• [TASK REQUIREMENTS]:
Beneath this task are records; count how many lines include the string "dead" and answer with that number alone.

[Stored data entries]
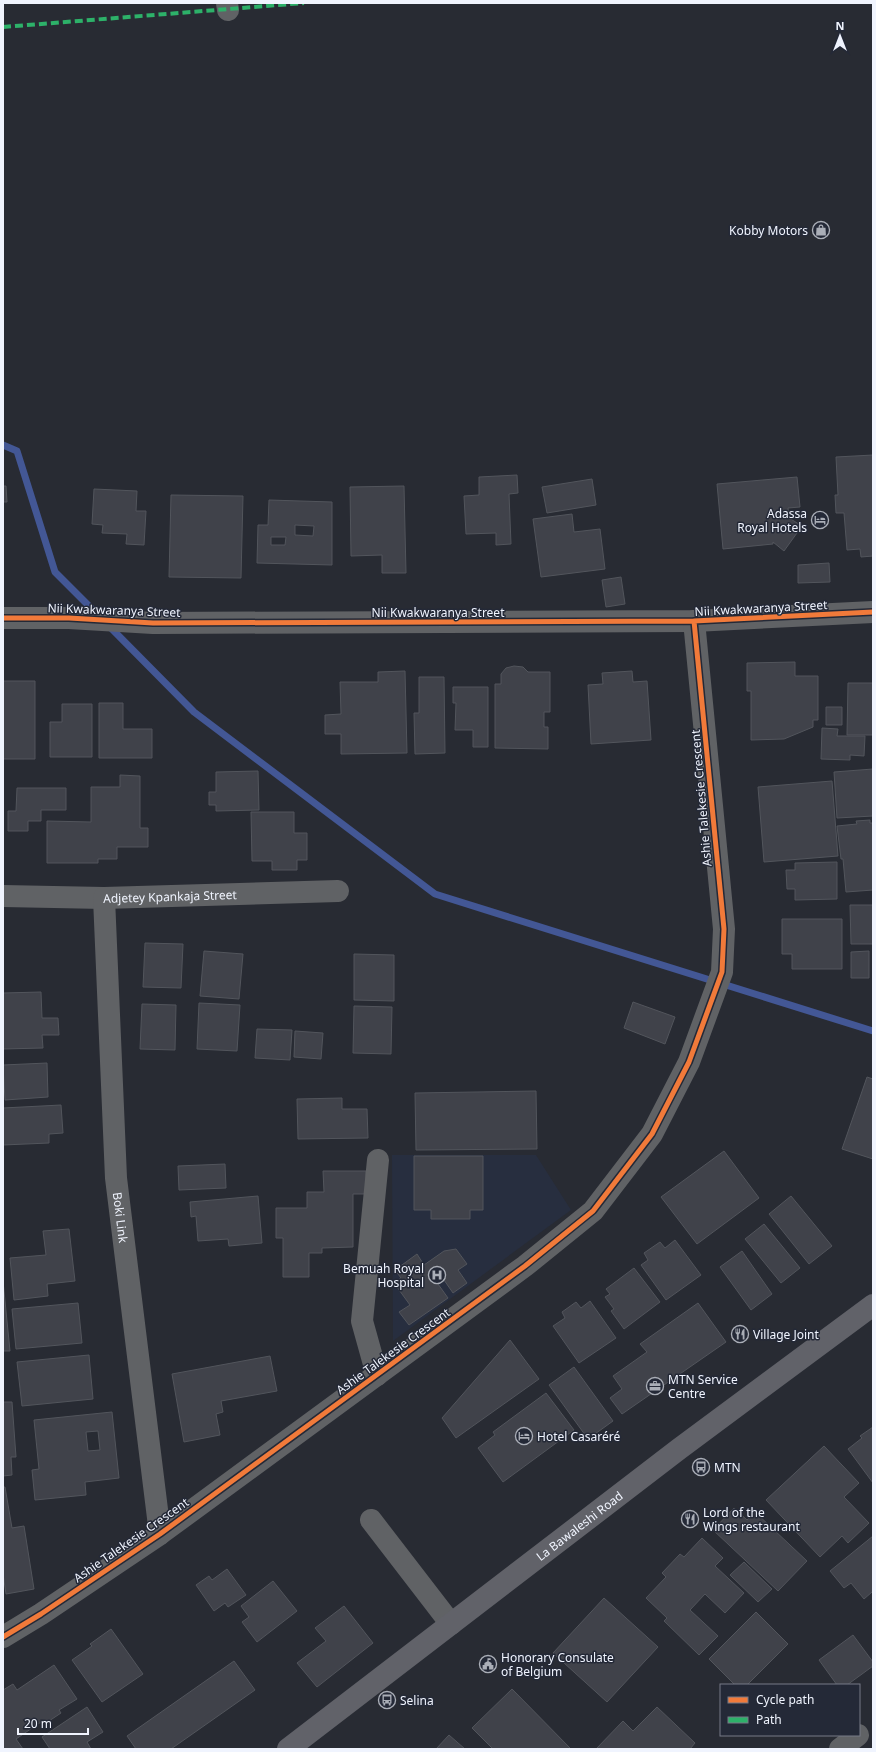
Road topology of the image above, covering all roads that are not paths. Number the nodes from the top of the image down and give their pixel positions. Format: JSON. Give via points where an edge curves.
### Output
{"nodes":[{"id":1,"x":873,"y":612,"type":"edge"},
{"id":2,"x":3,"y":618,"type":"edge"},
{"id":3,"x":694,"y":621,"type":"junction"},
{"id":4,"x":338,"y":891,"type":"dead end"},
{"id":5,"x":3,"y":896,"type":"edge"},
{"id":6,"x":104,"y":898,"type":"junction"},
{"id":7,"x":378,"y":1160,"type":"dead end"},
{"id":8,"x":873,"y":1305,"type":"edge"},
{"id":9,"x":377,"y":1375,"type":"junction"},
{"id":10,"x":371,"y":1520,"type":"dead end"},
{"id":11,"x":160,"y":1534,"type":"junction"},
{"id":12,"x":451,"y":1624,"type":"junction"},
{"id":13,"x":3,"y":1637,"type":"edge"},
{"id":14,"x":873,"y":1724,"type":"edge"},
{"id":15,"x":860,"y":1734,"type":"edge"},
{"id":16,"x":858,"y":1736,"type":"edge"},
{"id":17,"x":288,"y":1749,"type":"edge"},
{"id":18,"x":840,"y":1749,"type":"edge"}],
"edges":[{"from":1,"to":3,"type":"street","name":"Nii Kwakwaranya Street"},
{"from":2,"to":3,"type":"street","name":"Nii Kwakwaranya Street","via":[[69,618],[153,623]]},
{"from":3,"to":9,"type":"street","name":"Ashie Talekesie Crescent","via":[[724,929],[722,972],[689,1062],[652,1134],[593,1211],[525,1266]]},
{"from":4,"to":6,"type":"street","name":"Adjetey Kpankaja Street"},
{"from":5,"to":6,"type":"street","name":"Adjetey Kpankaja Street"},
{"from":6,"to":11,"type":"street","name":"Boki Link","via":[[116,1178]]},
{"from":7,"to":9,"type":"street","via":[[362,1321]]},
{"from":8,"to":12,"type":"main road","name":"La Bawaleshi Road","via":[[679,1449]]},
{"from":9,"to":11,"type":"street","name":"Ashie Talekesie Crescent"},
{"from":10,"to":12,"type":"street"},
{"from":11,"to":13,"type":"street","name":"Ashie Talekesie Crescent"},
{"from":12,"to":17,"type":"main road","name":"La Bawaleshi Road"},
{"from":14,"to":15,"type":"street"},
{"from":16,"to":18,"type":"street"}]}
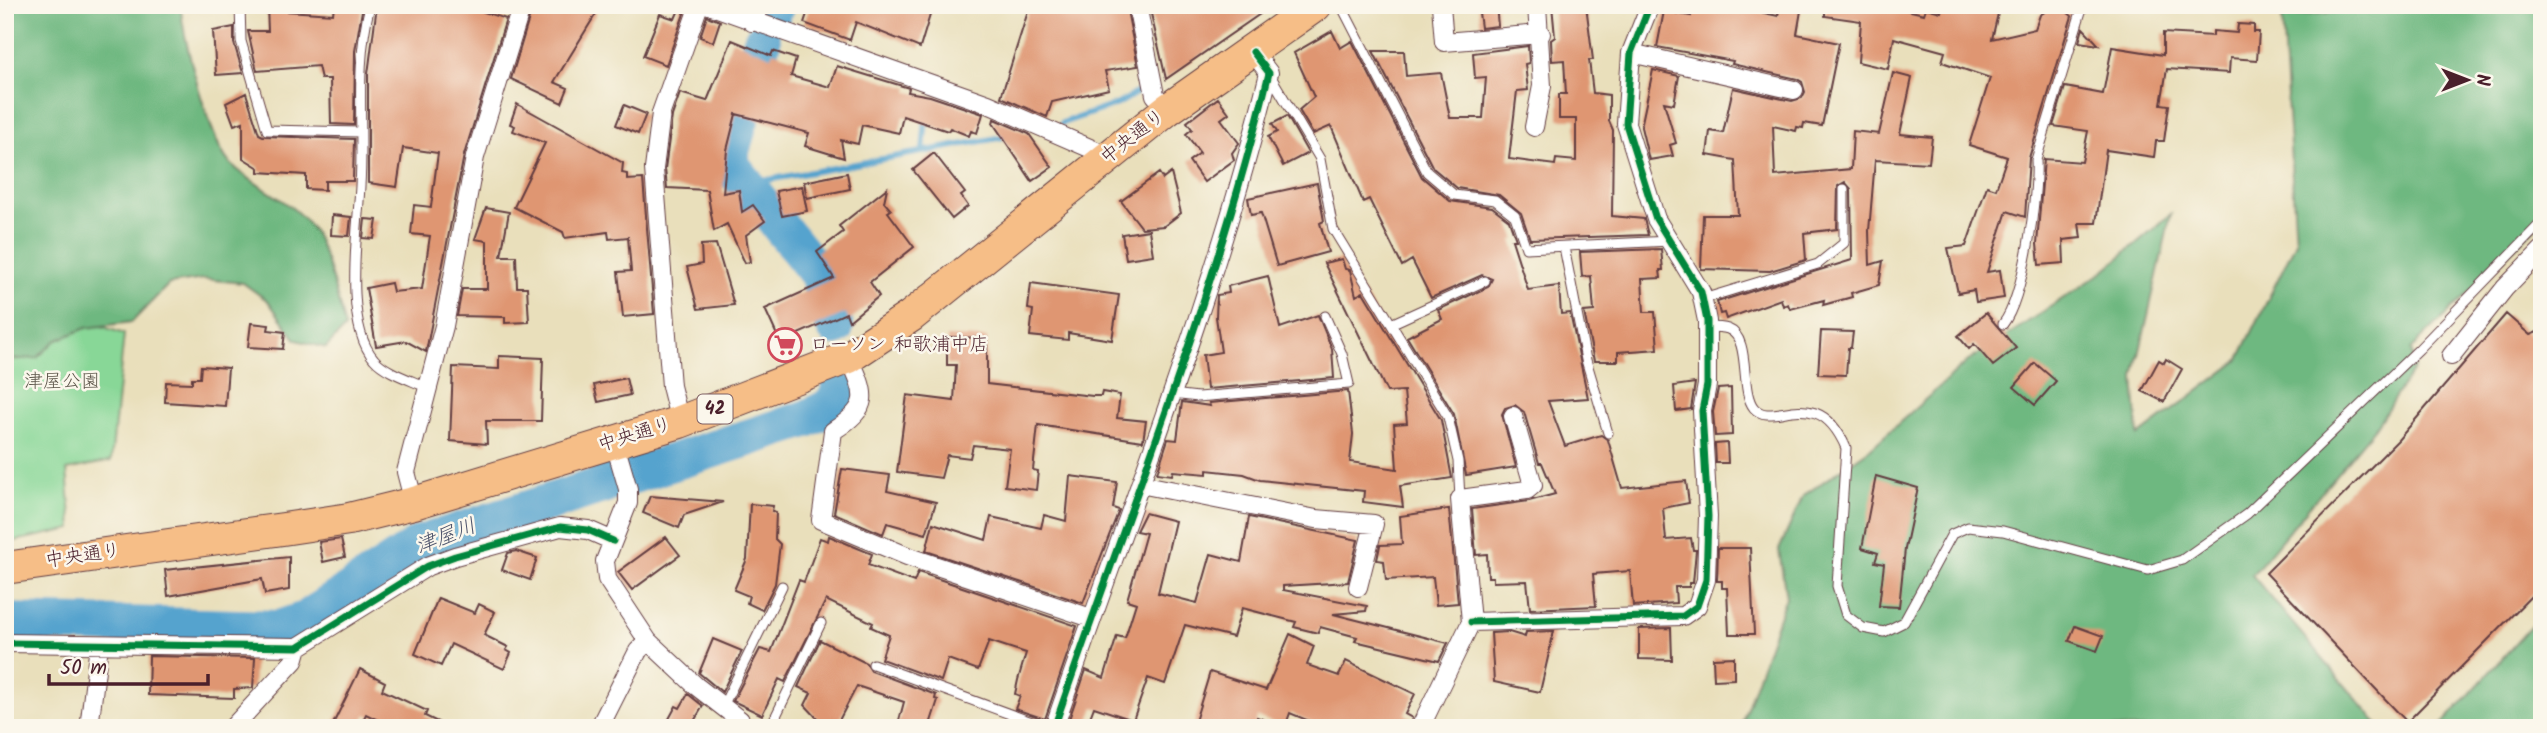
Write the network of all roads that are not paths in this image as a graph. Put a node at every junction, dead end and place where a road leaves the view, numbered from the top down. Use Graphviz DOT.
graph roads {
  1 [pos="240,5"];
  2 [pos="370,5"];
  3 [pos="522,5"];
  4 [pos="699,5"];
  5 [pos="709,5"];
  6 [pos="1137,5"];
  7 [pos="1317,5"];
  8 [pos="1341,5"];
  9 [pos="1441,5"];
  10 [pos="1538,5"];
  11 [pos="1650,5"];
  12 [pos="2083,5"];
  13 [pos="756,13"];
  14 [pos="1541,34"];
  15 [pos="1631,53"];
  16 [pos="1261,62"];
  17 [pos="1794,90"];
  18 [pos="1167,110"];
  19 [pos="1534,127"];
  20 [pos="360,132"];
  21 [pos="1108,156"];
  22 [pos="1844,189"];
  23 [pos="2542,222"];
  24 [pos="1670,241"];
  25 [pos="1564,247"];
  26 [pos="2542,250"];
  27 [pos="1485,281"];
  28 [pos="1703,299"];
  29 [pos="1325,316"];
  30 [pos="1393,323"];
  31 [pos="2003,324"];
  32 [pos="1707,327"];
  33 [pos="2451,356"];
  34 [pos="849,357"];
  35 [pos="426,387"];
  36 [pos="1172,394"];
  37 [pos="1513,416"];
  38 [pos="680,422"];
  39 [pos="1608,433"];
  40 [pos="617,454"];
  41 [pos="1140,484"];
  42 [pos="1460,499"];
  43 [pos="414,503"];
  44 [pos="613,541"];
  45 [pos="5,568"];
  46 [pos="782,586"];
  47 [pos="1358,587"];
  48 [pos="1091,618"];
  49 [pos="1471,622"];
  50 [pos="821,623"];
  51 [pos="648,641"];
  52 [pos="5,643"];
  53 [pos="99,645"];
  54 [pos="298,647"];
  55 [pos="873,664"];
  56 [pos="723,706"];
  57 [pos="89,728"];
  58 [pos="232,728"];
  59 [pos="599,728"];
  60 [pos="744,728"];
  61 [pos="770,728"];
  62 [pos="1048,728"];
  63 [pos="1054,728"];
  64 [pos="1420,728"];
  1 -- 20 [label="lane"];
  2 -- 20 [label="lane"];
  3 -- 35 [label="street"];
  4 -- 38 [label="street"];
  5 -- 13 [label="street"];
  6 -- 18 [label="street"];
  7 -- 16 [label="highway, 中央通り / 42"];
  8 -- 25 [label="lane"];
  9 -- 14 [label="street"];
  10 -- 14 [label="street"];
  11 -- 15 [label="street"];
  12 -- 31 [label="lane"];
  13 -- 21 [label="street"];
  14 -- 19 [label="street"];
  15 -- 17 [label="street"];
  15 -- 24 [label="street"];
  16 -- 18 [label="highway, 中央通り / 42"];
  16 -- 30 [label="lane"];
  16 -- 36 [label="street"];
  18 -- 21 [label="highway, 中央通り / 42"];
  20 -- 35 [label="lane"];
  21 -- 34 [label="highway, 中央通り / 42"];
  22 -- 28 [label="lane"];
  23 -- 32 [label="lane"];
  24 -- 25 [label="lane"];
  24 -- 28 [label="street"];
  25 -- 39 [label="lane"];
  26 -- 33 [label="street"];
  27 -- 30 [label="lane"];
  28 -- 32 [label="street"];
  29 -- 36 [label="lane"];
  30 -- 42 [label="lane"];
  32 -- 49 [label="street"];
  34 -- 38 [label="highway, 中央通り / 42"];
  34 -- 48 [label="street"];
  35 -- 43 [label="street"];
  36 -- 41 [label="street"];
  37 -- 42 [label="street"];
  38 -- 40 [label="highway, 中央通り / 42"];
  40 -- 43 [label="highway, 中央通り / 42"];
  40 -- 44 [label="street"];
  41 -- 47 [label="street"];
  41 -- 48 [label="street"];
  42 -- 49 [label="street"];
  43 -- 45 [label="highway, 中央通り / 42"];
  44 -- 51 [label="street"];
  44 -- 54 [label="street"];
  46 -- 56 [label="lane"];
  48 -- 63 [label="street"];
  49 -- 64 [label="street"];
  50 -- 61 [label="lane"];
  51 -- 56 [label="street"];
  51 -- 59 [label="street"];
  52 -- 53 [label="street"];
  53 -- 54 [label="street"];
  53 -- 57 [label="street"];
  54 -- 58 [label="street"];
  55 -- 62 [label="lane"];
  56 -- 60 [label="street"];
}
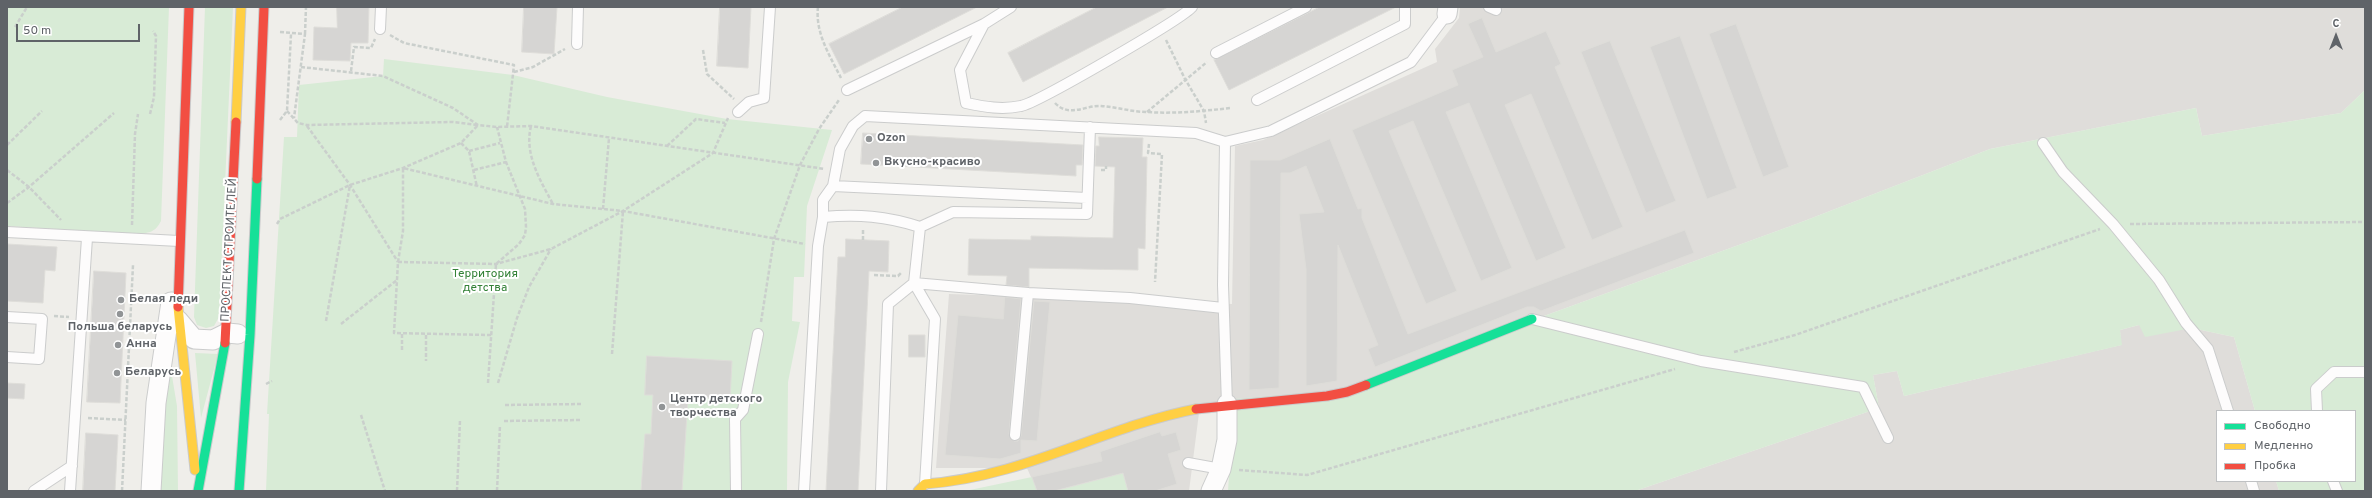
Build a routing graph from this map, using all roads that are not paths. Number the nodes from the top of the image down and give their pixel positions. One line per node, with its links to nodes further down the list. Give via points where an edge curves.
1 (189, 7): 28 (street, ПРОСПЕКТ СТРОИТЕЛЕЙ)
2 (241, 7): 35 (street, ПРОСПЕКТ СТРОИТЕЛЕЙ)
3 (264, 7): 37 (street, ПРОСПЕКТ СТРОИТЕЛЕЙ)
4 (380, 7): 13 (lane)
5 (578, 7): 14 (lane)
6 (770, 7): 18 (lane, via 764,98 749,102)
7 (1012, 7): 12 (lane)
8 (1192, 7): 12 (lane, via 1160,29 1046,94 1022,106 994,109 966,103 960,70)
9 (1306, 7): 15 (lane)
10 (1405, 7): 17 (lane, via 1405,24)
11 (1447, 10): 20 (lane, via 1411,62 1270,131 1246,139)
12 (984, 24): 16 (lane)
13 (380, 29)
14 (577, 44)
15 (1216, 53)
16 (846, 90)
17 (1257, 100)
18 (738, 112)
19 (1090, 128): 20 (lane, via 1196,133); 22 (lane, via 865,116 853,126 840,149); 23 (lane)
20 (1225, 142): 31 (lane)
21 (2044, 143): 41 (lane, via 2063,172 2113,224 2159,280 2186,323 2208,349)
22 (833, 186): 23 (lane); 24 (lane, via 823,200)
23 (1087, 198): 25 (lane, via 1087,214 953,212)
24 (823, 217): 25 (lane, via 846,215 892,218); 56 (lane, via 818,246)
25 (920, 226): 29 (lane)
26 (7, 232): 27 (lane)
27 (87, 238): 28 (lane); 46 (lane)
28 (179, 248): 34 (street, ПРОСПЕКТ СТРОИТЕЛЕЙ); 52 (street, ПРОСПЕКТ СТРОИТЕЛЕЙ, via 156,403)
29 (914, 283): 30 (lane); 49 (lane, via 936,319); 57 (lane, via 888,304)
30 (1028, 293): 31 (lane, via 1130,298); 43 (lane)
31 (1223, 308): 40 (lane)
32 (7, 317): 38 (lane, via 42,319 39,359)
33 (1532, 319): 40 (street, via 1347,392 1322,398); 44 (lane, via 1701,361 1863,387)
34 (178, 320): 35 (street, via 194,339 213,340); 53 (street, ПРОСПЕКТ СТРОИТЕЛЕЙ)
35 (227, 333): 37 (street); 53 (street, ПРОСПЕКТ СТРОИТЕЛЕЙ)
36 (758, 334): 55 (lane, via 743,410 735,419)
37 (250, 335): 54 (street, ПРОСПЕКТ СТРОИТЕЛЕЙ)
38 (7, 357)
39 (2365, 372): 42 (lane, via 2334,372 2316,389)
40 (1227, 404): 47 (street, via 1226,440); 49 (street, via 1188,411 1134,426 1028,464)
41 (2228, 410)
42 (2317, 410)
43 (1015, 435)
44 (1888, 438)
45 (1188, 463): 47 (lane)
46 (72, 466): 50 (lane); 51 (lane)
47 (1220, 469): 58 (street)
48 (2334, 482): 59 (lane)
49 (922, 487)
50 (34, 491)
51 (70, 491)
52 (151, 491)
53 (198, 491)
54 (239, 491)
55 (736, 491)
56 (804, 491)
57 (880, 491)
58 (1211, 491)
59 (2338, 491)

• [WRITTEN ANSWER]:
4